Some question was made upon the argument, whether any judgment was in fact rendered against the land, because the technical words of a judgment are not used in its condemnation, and because the verb is placed in the infinitive instead of the indicative mood. This, however, we think, is but a cavil about terms.

After a judgment is rendered against the owners of the land, the order declares that “ this judgment is to be entered against the land itself, for the taxes, interests and costs due upon the same.” The intention and understanding of the Court in using these words—admitting that the form of expression is that of the Court instead of the clerk—cannot be doubted. The idea intended to be expressed, and which is unavoidably understood, is, that by that order of the Court a judgment was rendered against the land. We cannot avoid this understanding, any more than as if the most technical language had been employed in rendering the judgment against the land. Bad grammar does not vitiate. But by supplying a word which may be fairly understood,- even this objection to understanding this order as final, is obviated. Read the expression: “ This judgment is to be considered as entered, as a several judgment against,” &c.; and all idea of a subsequent order, to make-the judgment final and complete, at once disappears. We do not understand, and are not willing to hold, that a judgment is void, because the technical language of approved forms, is not used in expressing it. A judgment, like all other writings, is designed to convey ideas, and consists in the ideas conveyed, and when those ideas are so expressed as to be clearly understood, we are not at liberty to say there is no judgment, because the same ideas were not expressed in more technical or grammatical language.

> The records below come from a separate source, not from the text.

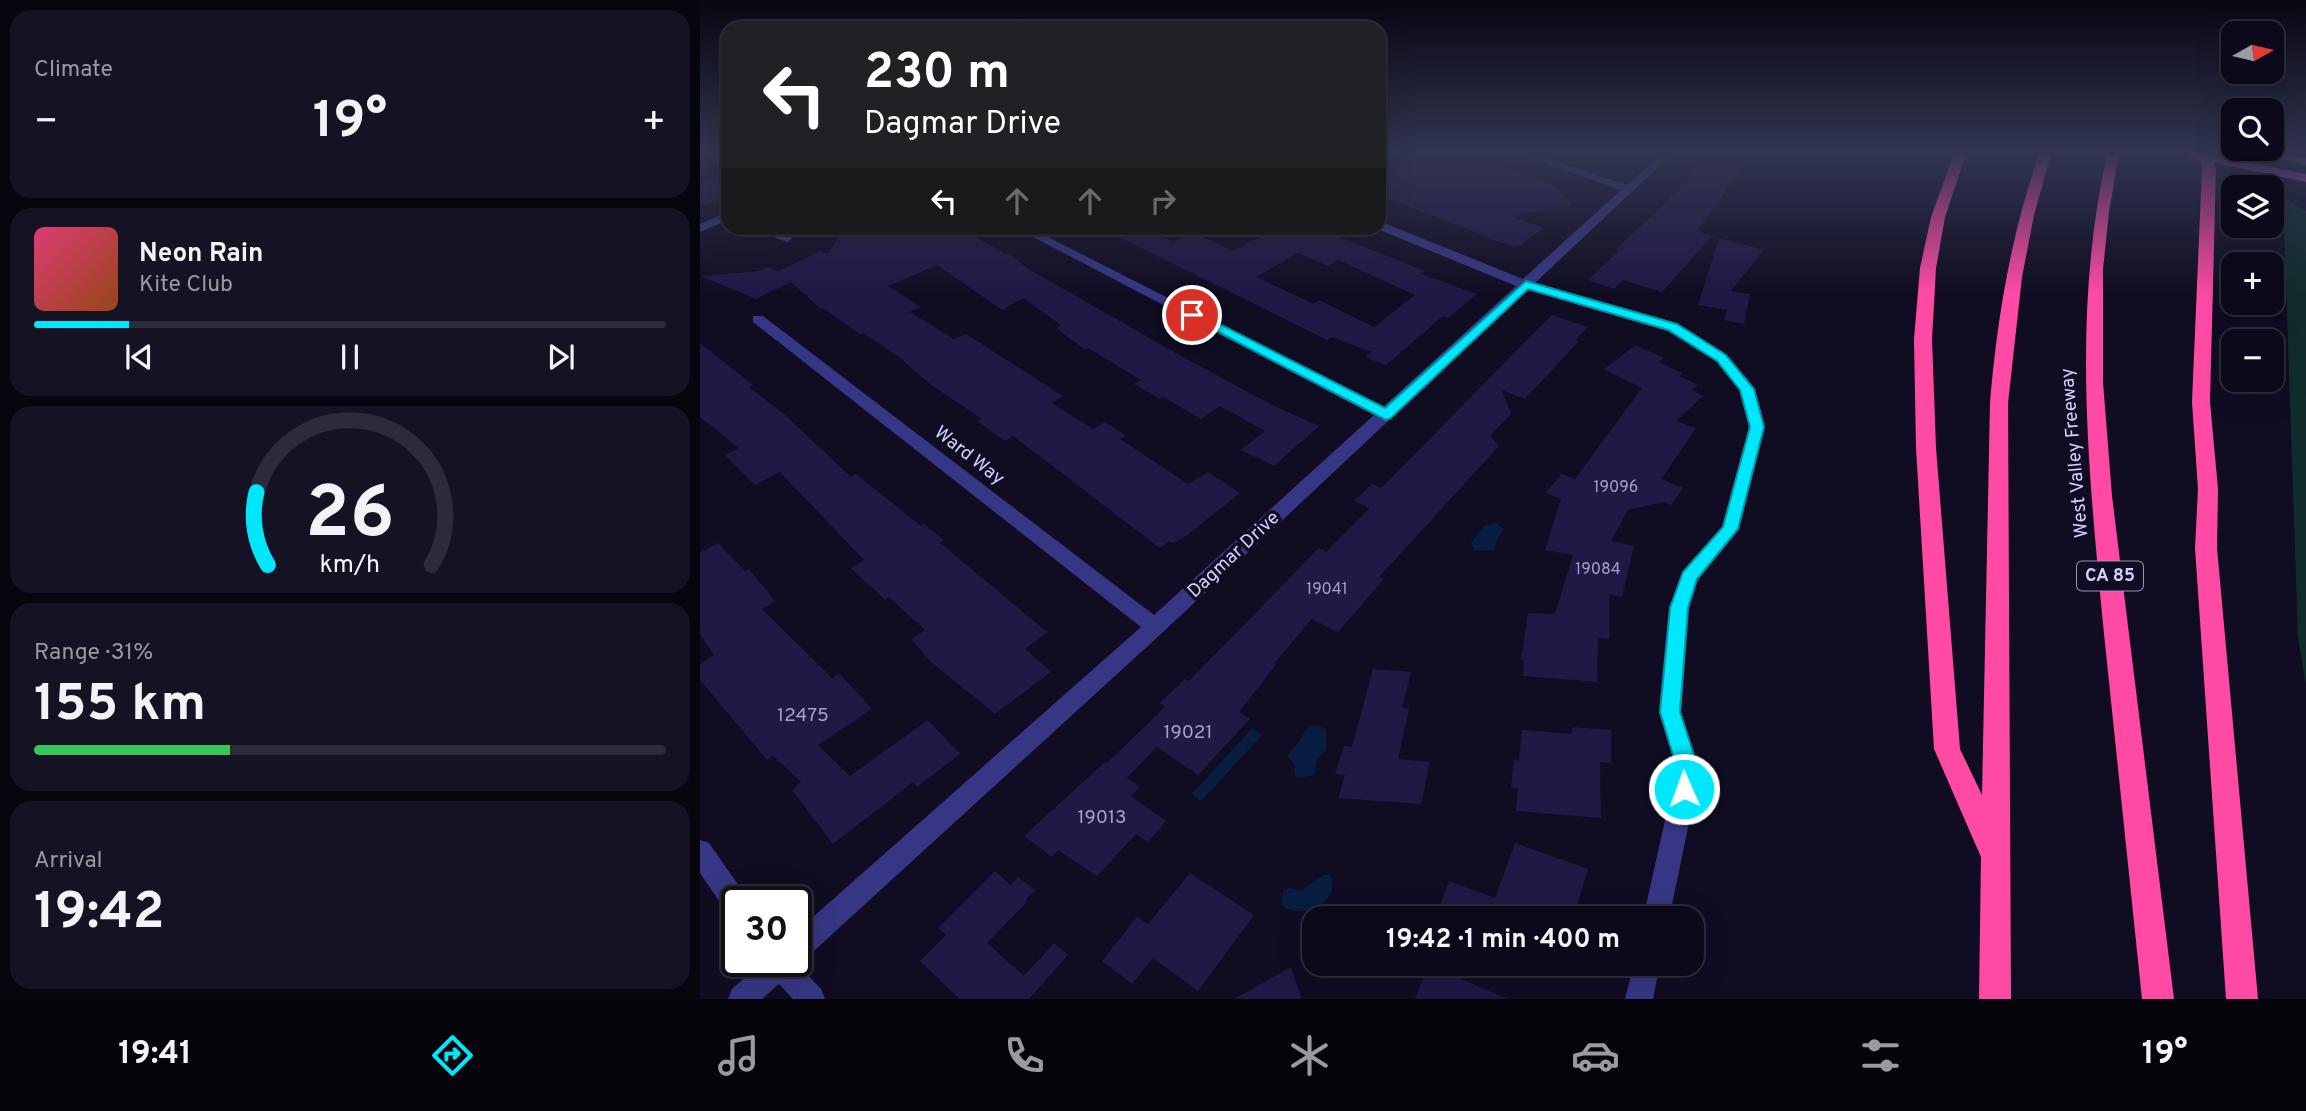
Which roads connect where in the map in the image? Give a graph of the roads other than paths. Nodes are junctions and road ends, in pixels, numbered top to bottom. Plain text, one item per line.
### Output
1 (1617, 201) edge
2 (1944, 201) edge
3 (2032, 201) edge
4 (2103, 201) edge
5 (2208, 201) edge
6 (721, 219) edge
7 (700, 228) edge
8 (1386, 228) edge
9 (778, 235) edge
10 (1036, 235) edge
11 (788, 238) dead end
12 (1526, 285) junction
13 (758, 319) dead end
14 (1386, 415) junction
15 (1155, 627) junction
16 (700, 852) edge
17 (1995, 856) junction
18 (724, 886) edge
19 (1659, 906) edge
20 (812, 934) edge
21 (1644, 976) edge
22 (766, 977) edge
23 (796, 977) edge
24 (743, 999) edge
25 (811, 999) edge
26 (1639, 999) edge
27 (1995, 999) edge
28 (2158, 999) edge
29 (2242, 999) edge

1 - 12 street, Dagmar Drive
2 - 17 highway
3 - 17 highway
4 - 28 highway, West Valley Freeway / CA 85
5 - 29 highway
6 - 7 street
8 - 12 street
9 - 11 street
10 - 14 street
12 - 14 street, Dagmar Drive
12 - 19 street
13 - 15 street, Ward Way
14 - 15 street, Dagmar Drive
15 - 20 street, Dagmar Drive
16 - 18 street
17 - 27 highway
21 - 26 street
22 - 24 street, Dagmar Drive
23 - 25 street

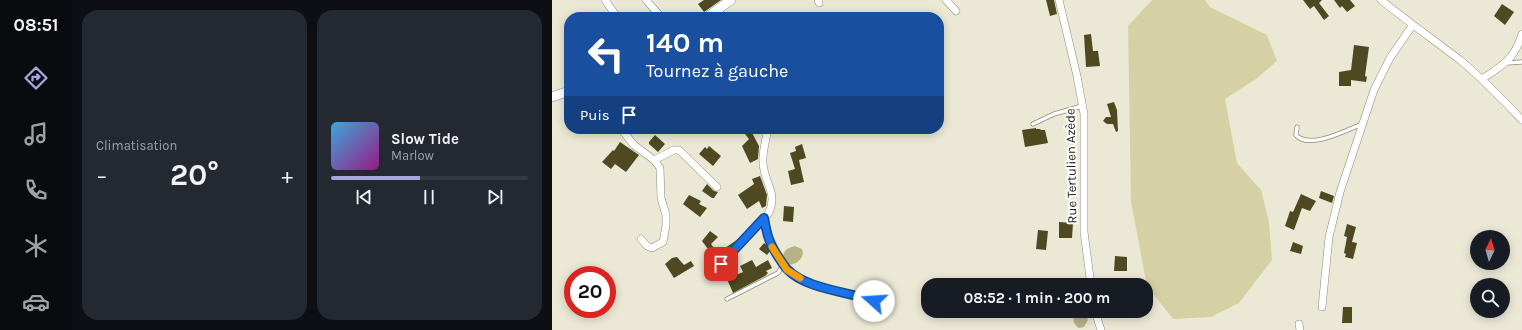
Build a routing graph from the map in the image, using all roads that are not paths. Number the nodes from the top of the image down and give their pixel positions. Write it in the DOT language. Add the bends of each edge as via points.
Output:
graph roads {
  1 [pos="605,0"];
  2 [pos="646,0"];
  3 [pos="731,0"];
  4 [pos="946,0"];
  5 [pos="1059,0"];
  6 [pos="1381,0"];
  7 [pos="956,11"];
  8 [pos="613,12"];
  9 [pos="655,12"];
  10 [pos="721,12"];
  11 [pos="1412,26"];
  12 [pos="1522,34"];
  13 [pos="1522,62"];
  14 [pos="1506,63"];
  15 [pos="1482,79"];
  16 [pos="564,93"];
  17 [pos="552,97"];
  18 [pos="1083,106"];
  19 [pos="1522,120"];
  20 [pos="1033,124"];
  21 [pos="1362,124"];
  22 [pos="1297,127"];
  23 [pos="625,134"];
  24 [pos="767,134"];
  25 [pos="654,160"];
  26 [pos="718,187"];
  27 [pos="764,218"];
  28 [pos="641,239"];
  29 [pos="784,264"];
  30 [pos="711,275"];
  31 [pos="1090,278"];
  32 [pos="727,299"];
  33 [pos="880,307"];
  34 [pos="1322,307"];
  35 [pos="1097,318"];
  36 [pos="1101,330"];
  1 -- 8 [label="street"];
  2 -- 9 [label="street"];
  3 -- 10 [label="street"];
  4 -- 7 [label="street"];
  5 -- 18 [label="street, Rue Tertulien Azède"];
  6 -- 11 [label="street"];
  11 -- 15 [label="street"];
  11 -- 21 [label="street" via="1390,58 1374,90"];
  12 -- 14 [label="street" via="1514,55"];
  13 -- 14 [label="lane"];
  14 -- 15 [label="street"];
  15 -- 19 [label="street"];
  16 -- 17 [label="street"];
  18 -- 20 [label="lane" via="1054,114"];
  18 -- 31 [label="street, Rue Tertulien Azède" via="1084,232"];
  21 -- 22 [label="lane" via="1320,140 1299,138 1296,135"];
  21 -- 34 [label="street" via="1340,192 1329,237"];
  23 -- 25 [label="street" via="634,145"];
  24 -- 27 [label="street" via="763,163 773,198 772,208"];
  25 -- 26 [label="street" via="679,150"];
  25 -- 28 [label="street" via="660,168 661,198 666,214 665,236 663,242 652,248"];
  27 -- 29 [label="lane" via="767,237"];
  27 -- 30 [label="street"];
  29 -- 32 [label="lane" via="778,273"];
  29 -- 33 [label="lane" via="796,277 866,298"];
  35 -- 36 [label="street"];
}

Rejecting, then, as surplusage, that part of this order which pretends to render a personal judgment against the owners of the land, and we have left all of the substance of the judgment, which the statute requires to be entered up in such a case, although the precise form given in the statute is not used. And now we will inquire whether that precise form was indispensable.

After giving the form, the statute declares: “ The form, as herein before set forth, shall be pursued as near as the nature of the case will permit.” It is not pretended that the Circuit Court supposed, that this departure from the form given, was rendered necessary, by anything peculiar in the nature of the case.

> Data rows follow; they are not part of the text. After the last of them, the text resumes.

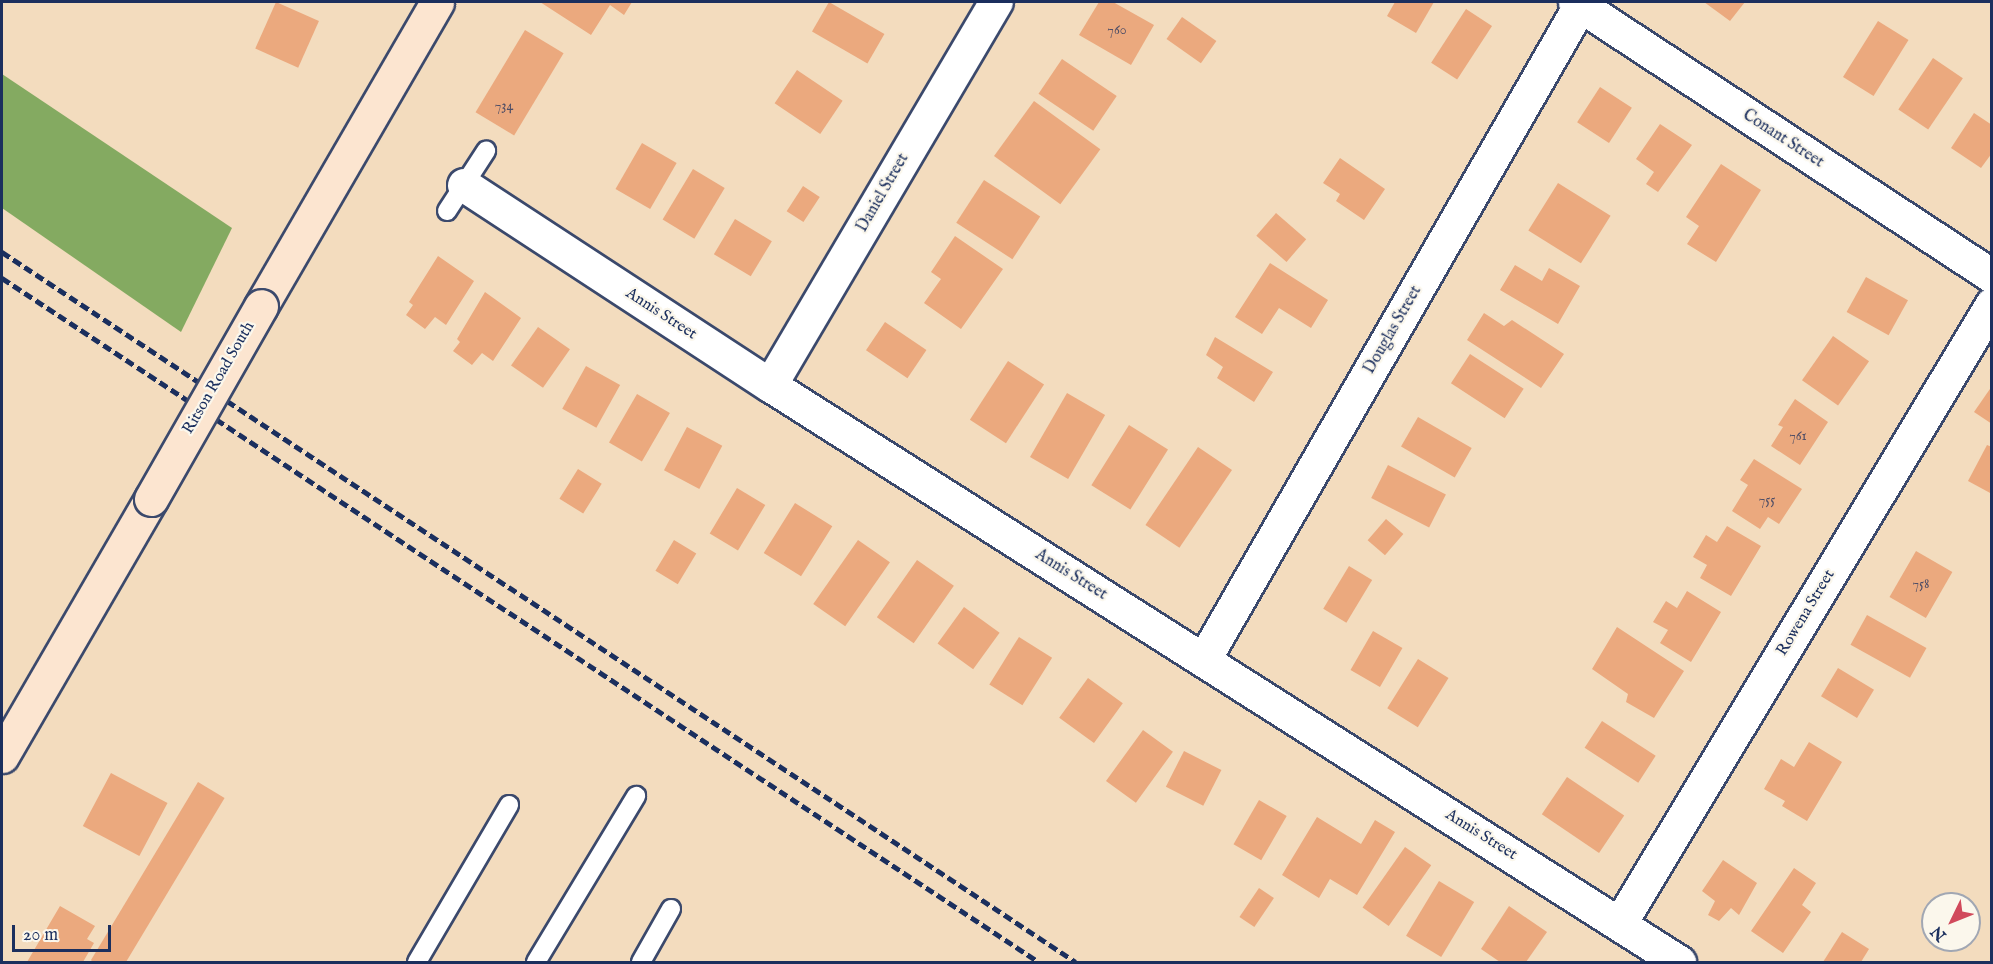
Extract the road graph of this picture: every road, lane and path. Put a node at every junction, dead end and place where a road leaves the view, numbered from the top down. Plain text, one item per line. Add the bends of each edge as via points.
1 (437, 2) edge
2 (996, 2) edge
3 (1579, 3) edge
4 (486, 151) dead end
5 (456, 198) joint
6 (1992, 276) edge
7 (1992, 304) edge
8 (770, 386) junction
9 (1204, 659) junction
10 (2, 756) edge
11 (636, 796) dead end
12 (508, 806) dead end
13 (671, 909) dead end
14 (1620, 923) junction
15 (417, 963) edge
16 (536, 963) edge
17 (641, 963) edge
18 (1679, 963) edge

1 - 10 main road, Ritson Road South, bridge
2 - 8 street, Daniel Street
3 - 6 street, Conant Street
3 - 9 street, Douglas Street
4 - 5 lane
5 - 8 street, Annis Street
7 - 14 street, Rowena Street
8 - 9 street, Annis Street
9 - 14 street, Annis Street
11 - 16 lane
12 - 15 lane
13 - 17 lane
14 - 18 street, Annis Street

It is a well settled rule of the common law, that neither irregularity nor informality will render a judgment void. Egarton v. Hart, 8 Verm., 208. Our legislature has afforded a most conclusive reason for determining, that want of form shall not vitiate judgments, rendered in favor of the State for taxes due her, any more than in an ordinary case between individuals. The 12th section of the statute of jeofails, which is as follows: “ This chapter shall extend to all suits in any Court of record, for the recovery of any debt due the State, or any duty or revenue thereto belonging, and also to all writs of mandamus and informations of the nature of quo warranto and proceédings thereon.” This judgment was rendered in a suit for the recovery of revenue due .the State, and is necessarily included in the express provisions .of this statute. And there is a fitness and propriety, too, in -providing, that the interests of the State, in suits affecting her pecuniarily, should not suffer, for the want or lack of form, any more than the rights of parties, in suits between individuals. To suppose otherwise, would be opposed to all the well known instincts of legislative bodies.

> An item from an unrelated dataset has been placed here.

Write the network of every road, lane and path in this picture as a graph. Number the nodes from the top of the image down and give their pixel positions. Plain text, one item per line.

Should we hold that a departure from the prescribed form renders the judgment in this proceeding a nullity, we should have to carry the same principle into other proceedings, the forms of which are prescribed by the legislature. It would be difficult to contemplate the extent of the mischief which would result from such a rule. The statutes abound in forms, which are prescribed as peremptorily as is the form of this judgment, a departure from which, has never been held to vitiate the proceeding.